Local Income Tax
With the announcement of a National Local Income Tax at 3% the tables in which I highlighted the comparative costs are still valid.
With one major exception.
I have not included the impact of Council Tax benefit on those who have the lowest incomes, and I suspect that many of the poorest off will have to pay NLIT when they currently pay little or no Council Tax. I'm afraid that the calculations are too complex to put into one simple table, but I am trying to see if I can link to a more detailed analysis.
There is one huge, enormous, loophole in the whole scheme.
NLIT applies only to earned income, and not savings or dividend income. So all directors of small family companies will stop drawing salaries and will start taking dividends and see their payments fall from £2,000 per annum to virtually nothing. You could be earning £1,000,000 in investment income every year and pay nothing into the pot for the services you use.
Fair? Not in a million years.
As the even the moderately rich can avoid NLIT at the expense of those on PAYE - and especially those at the bottom income quartile - expect the scheme to have to change dramatically over the coming years.

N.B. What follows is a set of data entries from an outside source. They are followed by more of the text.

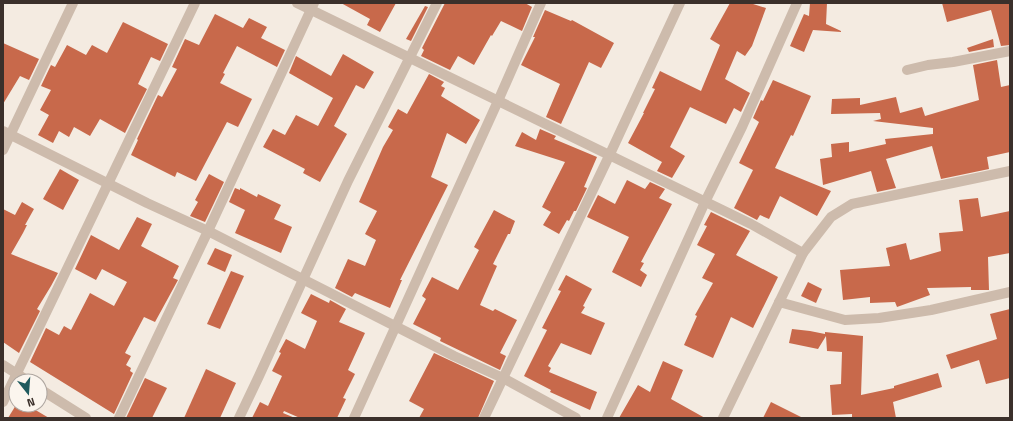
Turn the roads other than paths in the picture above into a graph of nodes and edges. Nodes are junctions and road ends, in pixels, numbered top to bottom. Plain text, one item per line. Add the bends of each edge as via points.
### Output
1 (73, 3) edge
2 (195, 3) edge
3 (297, 3) edge
4 (437, 3) edge
5 (541, 3) edge
6 (680, 3) edge
7 (798, 3) edge
8 (312, 6) edge
9 (1010, 51) edge
10 (410, 57) junction
11 (907, 70) dead end
12 (498, 101) junction
13 (7, 133) edge
14 (3, 150) edge
15 (610, 154) junction
16 (1010, 171) edge
17 (108, 184) junction
18 (705, 202) junction
19 (208, 232) junction
20 (803, 253) junction
21 (303, 279) junction
22 (1010, 292) edge
23 (779, 302) junction
24 (396, 326) junction
25 (3, 365) edge
26 (15, 373) edge
27 (16, 373) edge
28 (503, 378) junction
29 (8, 391) edge
30 (48, 394) edge
31 (3, 402) edge
32 (86, 418) edge
33 (119, 418) edge
34 (238, 418) edge
35 (354, 418) edge
36 (484, 418) edge
37 (576, 418) edge
38 (607, 418) edge
39 (723, 418) edge

1 - 13 street
2 - 17 street
3 - 8 street
4 - 10 street
5 - 12 street
6 - 15 street
7 - 18 street
8 - 10 street via 361,35
8 - 19 street
9 - 11 street
10 - 12 street
10 - 21 street via 348,181
12 - 15 street
12 - 24 street
13 - 14 street
13 - 17 street
15 - 18 street
15 - 28 street
16 - 20 street via 852,204 831,217
17 - 19 street
17 - 27 street
18 - 20 street
18 - 38 street
19 - 21 street
19 - 33 street
20 - 23 street
21 - 24 street
21 - 34 street
22 - 23 street via 931,310 872,319 844,320
23 - 39 street
24 - 28 street
24 - 35 street
25 - 26 street
28 - 36 street
28 - 37 street
29 - 31 street
30 - 32 street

Although Brian Taylor thinks that it will not get through Parliament as the SNP and LibDems together do not have a majority, he obviously hasn't realised that the Tories will support this, as it is their voters who have most to benefit from this.
Expect to see the LibDems vacillate like crazy as they work out who will win and who will lose from these proposals, and - too late! - work out that they are going to get blamed by the losers whatever the outcome.